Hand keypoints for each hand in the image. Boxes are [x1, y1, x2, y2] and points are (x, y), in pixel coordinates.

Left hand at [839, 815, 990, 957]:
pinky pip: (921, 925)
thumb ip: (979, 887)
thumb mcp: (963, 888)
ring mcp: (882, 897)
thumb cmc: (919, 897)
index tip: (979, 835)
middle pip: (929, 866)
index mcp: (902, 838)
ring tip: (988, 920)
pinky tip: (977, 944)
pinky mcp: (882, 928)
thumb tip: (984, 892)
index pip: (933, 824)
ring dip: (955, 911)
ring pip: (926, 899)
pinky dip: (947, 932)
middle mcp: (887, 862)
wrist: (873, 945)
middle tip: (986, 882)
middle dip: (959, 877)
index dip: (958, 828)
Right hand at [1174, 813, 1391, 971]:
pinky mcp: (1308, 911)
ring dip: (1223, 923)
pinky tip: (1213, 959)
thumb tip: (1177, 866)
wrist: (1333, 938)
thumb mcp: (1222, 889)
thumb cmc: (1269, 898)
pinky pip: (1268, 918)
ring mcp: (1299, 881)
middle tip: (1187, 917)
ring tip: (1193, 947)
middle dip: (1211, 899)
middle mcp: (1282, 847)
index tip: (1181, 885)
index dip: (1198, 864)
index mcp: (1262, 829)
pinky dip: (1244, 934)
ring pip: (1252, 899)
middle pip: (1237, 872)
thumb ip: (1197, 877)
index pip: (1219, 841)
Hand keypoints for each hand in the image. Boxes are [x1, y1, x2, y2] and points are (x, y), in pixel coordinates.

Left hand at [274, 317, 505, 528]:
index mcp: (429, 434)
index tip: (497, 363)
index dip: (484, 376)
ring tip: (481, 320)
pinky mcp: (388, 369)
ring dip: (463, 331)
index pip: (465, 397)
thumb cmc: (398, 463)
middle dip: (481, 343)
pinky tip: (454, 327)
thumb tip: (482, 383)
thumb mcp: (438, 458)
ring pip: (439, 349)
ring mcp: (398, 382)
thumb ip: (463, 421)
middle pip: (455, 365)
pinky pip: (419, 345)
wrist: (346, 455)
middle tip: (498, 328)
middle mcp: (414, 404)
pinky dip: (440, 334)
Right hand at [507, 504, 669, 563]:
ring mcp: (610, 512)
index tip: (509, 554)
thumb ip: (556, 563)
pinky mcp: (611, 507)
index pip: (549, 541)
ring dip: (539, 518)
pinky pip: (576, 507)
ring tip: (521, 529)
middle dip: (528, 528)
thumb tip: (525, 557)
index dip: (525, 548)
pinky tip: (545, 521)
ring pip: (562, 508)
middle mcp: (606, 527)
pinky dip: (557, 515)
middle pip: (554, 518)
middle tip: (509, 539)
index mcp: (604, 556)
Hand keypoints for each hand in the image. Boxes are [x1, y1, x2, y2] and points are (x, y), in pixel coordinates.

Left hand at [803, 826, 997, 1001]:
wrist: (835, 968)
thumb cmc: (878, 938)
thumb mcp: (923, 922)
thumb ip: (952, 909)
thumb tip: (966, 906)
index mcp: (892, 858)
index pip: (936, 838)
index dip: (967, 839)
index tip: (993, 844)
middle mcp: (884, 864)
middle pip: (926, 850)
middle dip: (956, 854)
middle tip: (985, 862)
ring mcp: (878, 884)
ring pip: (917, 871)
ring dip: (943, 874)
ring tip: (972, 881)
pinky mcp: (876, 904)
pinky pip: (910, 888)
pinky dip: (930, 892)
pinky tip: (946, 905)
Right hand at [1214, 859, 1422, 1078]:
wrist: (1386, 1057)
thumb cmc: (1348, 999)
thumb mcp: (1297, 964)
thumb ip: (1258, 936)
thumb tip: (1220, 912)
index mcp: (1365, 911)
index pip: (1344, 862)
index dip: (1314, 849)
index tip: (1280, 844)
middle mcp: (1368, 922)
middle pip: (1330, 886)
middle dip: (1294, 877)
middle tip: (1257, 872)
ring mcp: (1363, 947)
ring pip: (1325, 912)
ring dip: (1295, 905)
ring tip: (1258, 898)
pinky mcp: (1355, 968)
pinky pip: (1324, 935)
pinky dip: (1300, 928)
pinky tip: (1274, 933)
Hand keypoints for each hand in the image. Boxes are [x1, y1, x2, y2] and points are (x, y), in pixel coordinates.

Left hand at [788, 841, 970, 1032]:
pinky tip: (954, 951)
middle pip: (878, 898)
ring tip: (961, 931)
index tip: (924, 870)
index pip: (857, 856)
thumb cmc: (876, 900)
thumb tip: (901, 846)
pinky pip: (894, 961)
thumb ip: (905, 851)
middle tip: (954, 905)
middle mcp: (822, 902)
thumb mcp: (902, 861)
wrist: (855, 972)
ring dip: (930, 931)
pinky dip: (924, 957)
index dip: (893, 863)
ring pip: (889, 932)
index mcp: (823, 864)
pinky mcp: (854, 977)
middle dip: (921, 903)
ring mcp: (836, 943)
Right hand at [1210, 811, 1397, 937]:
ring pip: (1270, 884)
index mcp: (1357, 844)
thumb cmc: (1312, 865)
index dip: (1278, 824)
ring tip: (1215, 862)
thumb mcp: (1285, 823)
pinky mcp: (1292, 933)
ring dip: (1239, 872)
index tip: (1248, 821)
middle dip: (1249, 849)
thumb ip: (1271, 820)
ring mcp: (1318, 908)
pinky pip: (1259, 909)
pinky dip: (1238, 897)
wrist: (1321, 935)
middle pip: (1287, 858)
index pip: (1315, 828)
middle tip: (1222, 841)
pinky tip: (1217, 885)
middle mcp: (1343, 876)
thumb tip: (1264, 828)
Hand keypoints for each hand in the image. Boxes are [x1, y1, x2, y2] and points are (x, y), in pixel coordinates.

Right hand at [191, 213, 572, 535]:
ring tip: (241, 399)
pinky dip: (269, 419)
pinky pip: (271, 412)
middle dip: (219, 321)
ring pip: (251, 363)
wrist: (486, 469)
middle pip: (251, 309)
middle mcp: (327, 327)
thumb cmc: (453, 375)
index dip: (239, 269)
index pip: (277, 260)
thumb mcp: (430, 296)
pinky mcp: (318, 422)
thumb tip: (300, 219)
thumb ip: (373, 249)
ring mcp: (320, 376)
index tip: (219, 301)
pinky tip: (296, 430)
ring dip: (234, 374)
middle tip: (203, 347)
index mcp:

━━━

Exercise goal:
Check each line of the listing for the word "Left" and state how many lines contain it, with no other words.

The completed task:
4